_What you will do_
Write out again, unchanged, the line that has "index pip: (363, 202)" and each following line through the end of the entries below; leave pictures out.
Start of Input records
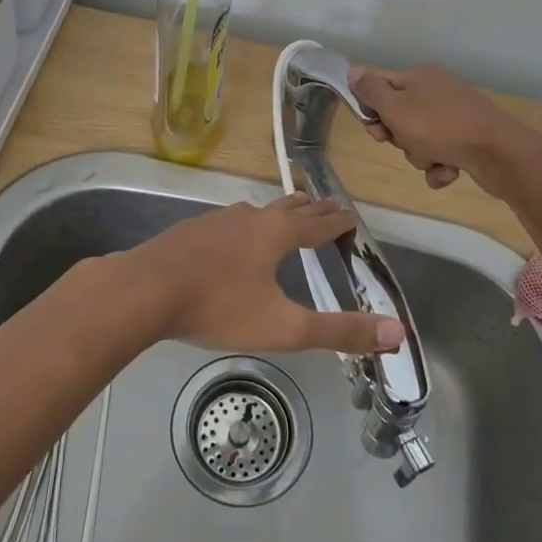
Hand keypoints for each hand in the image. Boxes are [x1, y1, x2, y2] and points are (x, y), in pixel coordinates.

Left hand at [116, 194, 404, 355]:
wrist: (144, 291)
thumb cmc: (218, 307)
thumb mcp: (284, 327)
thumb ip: (339, 331)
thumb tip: (397, 333)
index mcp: (277, 233)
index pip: (319, 223)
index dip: (339, 221)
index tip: (353, 216)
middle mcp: (250, 217)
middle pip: (289, 208)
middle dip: (312, 209)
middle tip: (327, 209)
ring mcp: (216, 220)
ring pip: (257, 211)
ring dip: (278, 213)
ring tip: (286, 217)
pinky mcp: (190, 230)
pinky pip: (229, 222)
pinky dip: (246, 225)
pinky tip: (233, 239)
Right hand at [350, 64, 541, 197]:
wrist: (498, 152)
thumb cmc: (439, 127)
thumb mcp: (396, 107)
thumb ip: (371, 91)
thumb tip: (354, 70)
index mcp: (420, 77)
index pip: (382, 88)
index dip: (372, 110)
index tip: (374, 128)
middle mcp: (438, 91)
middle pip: (400, 116)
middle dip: (398, 137)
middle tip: (402, 143)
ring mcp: (456, 116)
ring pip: (420, 140)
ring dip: (420, 155)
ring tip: (433, 159)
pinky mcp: (470, 140)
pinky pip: (442, 155)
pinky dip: (441, 166)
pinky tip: (448, 172)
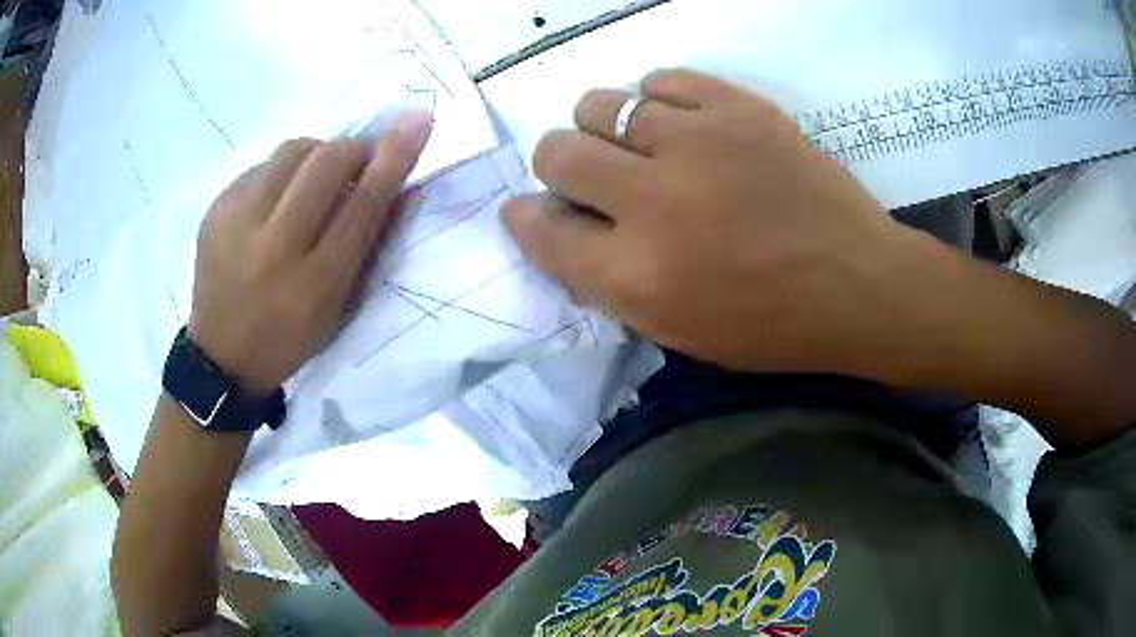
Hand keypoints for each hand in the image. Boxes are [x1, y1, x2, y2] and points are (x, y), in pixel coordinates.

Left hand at [187, 110, 432, 393]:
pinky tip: (273, 202)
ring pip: (291, 151)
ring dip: (315, 156)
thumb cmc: (289, 336)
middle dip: (352, 150)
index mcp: (315, 281)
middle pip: (326, 162)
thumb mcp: (337, 306)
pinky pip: (260, 166)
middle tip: (355, 161)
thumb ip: (366, 244)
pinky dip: (279, 173)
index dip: (393, 157)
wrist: (222, 357)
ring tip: (310, 183)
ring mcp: (237, 223)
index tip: (417, 120)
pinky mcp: (215, 210)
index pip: (363, 202)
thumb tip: (395, 183)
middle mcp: (274, 246)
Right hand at [502, 69, 931, 378]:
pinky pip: (661, 80)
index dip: (525, 219)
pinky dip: (655, 100)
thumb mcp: (677, 329)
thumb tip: (557, 225)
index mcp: (637, 275)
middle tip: (591, 177)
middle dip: (558, 165)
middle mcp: (653, 201)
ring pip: (599, 104)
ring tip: (637, 147)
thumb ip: (606, 279)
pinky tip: (677, 123)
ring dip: (603, 128)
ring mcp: (698, 143)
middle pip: (556, 153)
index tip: (528, 210)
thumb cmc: (771, 324)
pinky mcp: (738, 108)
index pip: (542, 231)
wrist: (858, 285)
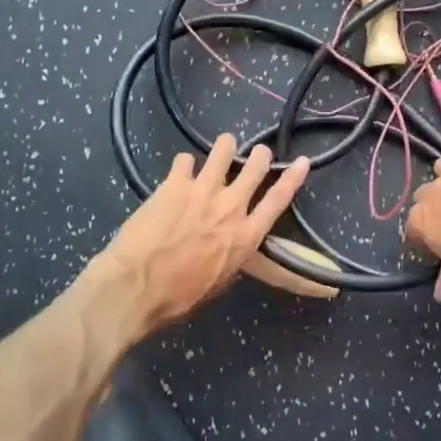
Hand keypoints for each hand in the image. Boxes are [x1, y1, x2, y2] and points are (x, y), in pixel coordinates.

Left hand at [96, 135, 309, 334]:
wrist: (137, 286)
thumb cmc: (179, 297)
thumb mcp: (219, 283)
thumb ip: (231, 256)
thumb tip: (230, 246)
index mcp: (245, 236)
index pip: (278, 200)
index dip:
End of Input records
_Result_
index pip: (363, 202)
thumb tip: (395, 183)
middle mcp: (274, 246)
Right hand at [502, 69, 931, 378]:
pinky pip: (661, 80)
index dip: (525, 219)
pinky dip: (655, 100)
thumb mcp: (677, 329)
thumb tip: (557, 225)
index mcp: (637, 275)
middle tip: (591, 177)
middle dip: (558, 165)
middle mcp: (653, 201)
ring pip: (599, 104)
ring tip: (637, 147)
thumb ip: (606, 279)
pinky tip: (677, 123)
ring dip: (603, 128)
ring mcp: (698, 143)
middle pip: (556, 153)
index tip: (528, 210)
thumb cmc: (771, 324)
pinky mcp: (738, 108)
index pip: (542, 231)
wrist: (858, 285)
Hand keypoints for each hand in the image. Boxes are [x1, y1, x2, y2] and points are (x, y), in pixel coordinates.

Left hand at [96, 135, 309, 334]:
wrist: (137, 286)
thumb cmc: (179, 297)
thumb mcp: (219, 283)
thumb ip: (231, 256)
thumb tip: (230, 246)
index mcp: (245, 236)
index pip: (278, 200)
index dip:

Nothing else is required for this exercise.